▶ _Task to carry out_
When you retype the data, keep every word exactly and include none of the pictures.

::::::::

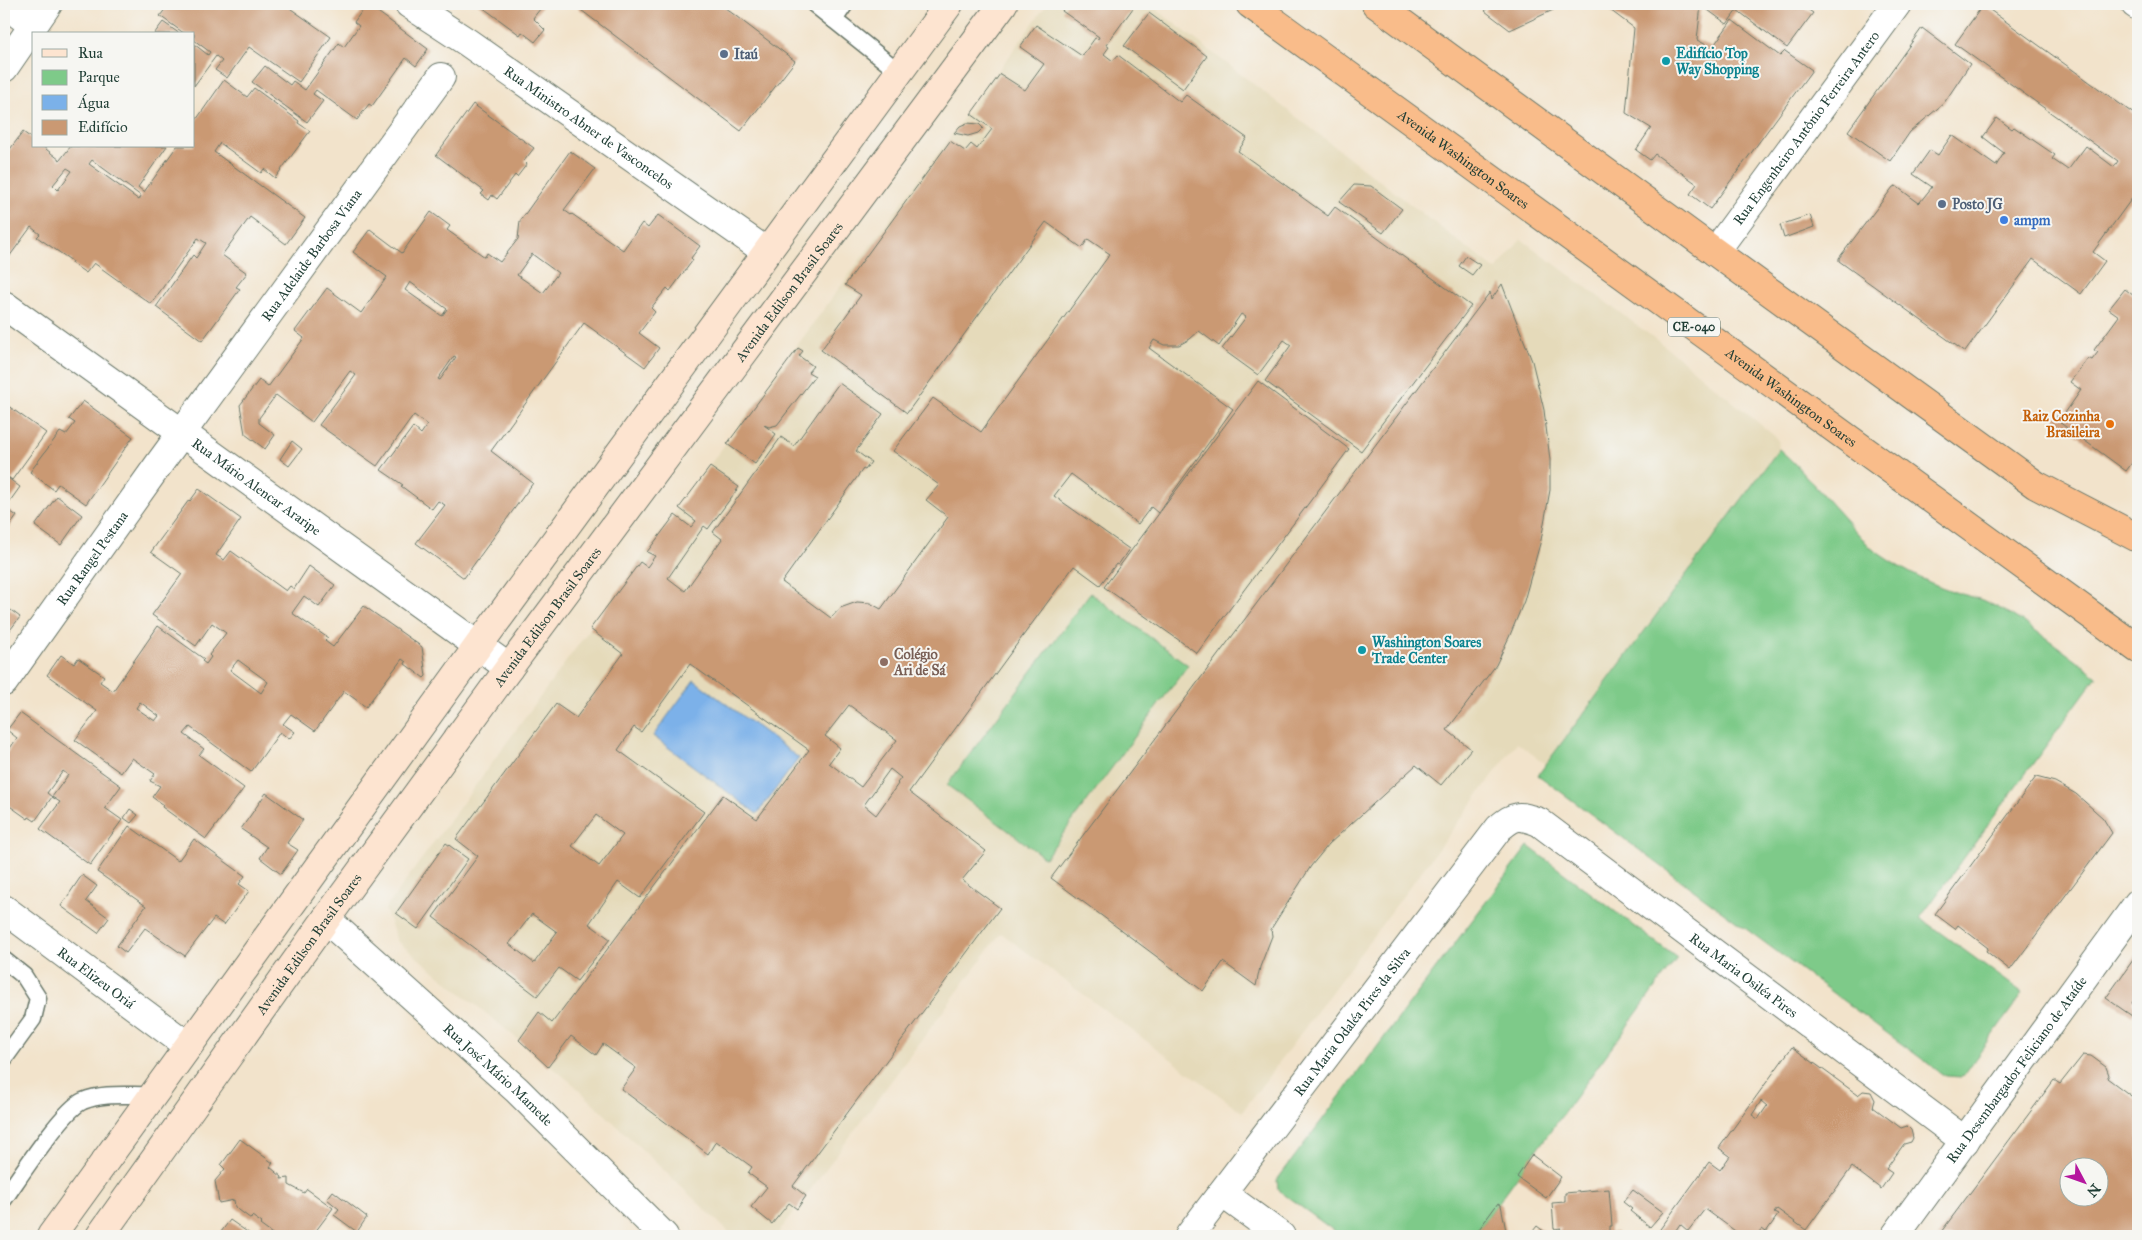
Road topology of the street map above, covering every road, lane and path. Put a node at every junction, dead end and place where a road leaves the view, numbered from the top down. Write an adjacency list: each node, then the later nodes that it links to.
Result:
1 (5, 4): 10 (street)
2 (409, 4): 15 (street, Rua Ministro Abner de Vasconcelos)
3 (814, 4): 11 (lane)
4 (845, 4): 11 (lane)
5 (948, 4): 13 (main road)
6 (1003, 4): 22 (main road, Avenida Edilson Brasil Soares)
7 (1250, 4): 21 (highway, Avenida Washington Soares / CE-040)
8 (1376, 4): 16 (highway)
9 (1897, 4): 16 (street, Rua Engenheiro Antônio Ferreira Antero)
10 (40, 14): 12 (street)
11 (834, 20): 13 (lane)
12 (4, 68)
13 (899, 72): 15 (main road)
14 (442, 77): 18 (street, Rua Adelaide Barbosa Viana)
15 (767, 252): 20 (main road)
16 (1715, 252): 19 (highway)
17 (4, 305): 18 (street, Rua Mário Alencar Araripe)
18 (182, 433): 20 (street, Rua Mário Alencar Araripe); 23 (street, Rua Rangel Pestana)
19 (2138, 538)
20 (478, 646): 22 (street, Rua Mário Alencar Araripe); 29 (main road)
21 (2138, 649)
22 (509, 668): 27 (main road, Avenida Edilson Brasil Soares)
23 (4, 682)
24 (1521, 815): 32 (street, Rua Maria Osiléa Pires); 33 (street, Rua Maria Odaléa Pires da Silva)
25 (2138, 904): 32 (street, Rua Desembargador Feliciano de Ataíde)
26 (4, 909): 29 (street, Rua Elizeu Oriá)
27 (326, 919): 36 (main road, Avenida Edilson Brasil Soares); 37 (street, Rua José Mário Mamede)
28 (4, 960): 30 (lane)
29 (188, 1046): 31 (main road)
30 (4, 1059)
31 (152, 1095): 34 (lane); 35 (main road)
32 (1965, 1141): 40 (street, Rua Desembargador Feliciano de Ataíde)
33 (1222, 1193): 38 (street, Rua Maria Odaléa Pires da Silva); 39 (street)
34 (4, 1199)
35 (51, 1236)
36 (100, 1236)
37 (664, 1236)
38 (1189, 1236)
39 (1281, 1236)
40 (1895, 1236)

::::::::

▶ _Expected answer_
Road topology of the street map above, covering every road, lane and path. Put a node at every junction, dead end and place where a road leaves the view, numbered from the top down. Write an adjacency list: each node, then the later nodes that it links to.
Result:
1 (5, 4): 10 (street)
2 (409, 4): 15 (street, Rua Ministro Abner de Vasconcelos)
3 (814, 4): 11 (lane)
4 (845, 4): 11 (lane)
5 (948, 4): 13 (main road)
6 (1003, 4): 22 (main road, Avenida Edilson Brasil Soares)
7 (1250, 4): 21 (highway, Avenida Washington Soares / CE-040)
8 (1376, 4): 16 (highway)
9 (1897, 4): 16 (street, Rua Engenheiro Antônio Ferreira Antero)
10 (40, 14): 12 (street)
11 (834, 20): 13 (lane)
12 (4, 68)
13 (899, 72): 15 (main road)
14 (442, 77): 18 (street, Rua Adelaide Barbosa Viana)
15 (767, 252): 20 (main road)
16 (1715, 252): 19 (highway)
17 (4, 305): 18 (street, Rua Mário Alencar Araripe)
18 (182, 433): 20 (street, Rua Mário Alencar Araripe); 23 (street, Rua Rangel Pestana)
19 (2138, 538)
20 (478, 646): 22 (street, Rua Mário Alencar Araripe); 29 (main road)
21 (2138, 649)
22 (509, 668): 27 (main road, Avenida Edilson Brasil Soares)
23 (4, 682)
24 (1521, 815): 32 (street, Rua Maria Osiléa Pires); 33 (street, Rua Maria Odaléa Pires da Silva)
25 (2138, 904): 32 (street, Rua Desembargador Feliciano de Ataíde)
26 (4, 909): 29 (street, Rua Elizeu Oriá)
27 (326, 919): 36 (main road, Avenida Edilson Brasil Soares); 37 (street, Rua José Mário Mamede)
28 (4, 960): 30 (lane)
29 (188, 1046): 31 (main road)
30 (4, 1059)
31 (152, 1095): 34 (lane); 35 (main road)
32 (1965, 1141): 40 (street, Rua Desembargador Feliciano de Ataíde)
33 (1222, 1193): 38 (street, Rua Maria Odaléa Pires da Silva); 39 (street)
34 (4, 1199)
35 (51, 1236)
36 (100, 1236)
37 (664, 1236)
38 (1189, 1236)
39 (1281, 1236)
40 (1895, 1236)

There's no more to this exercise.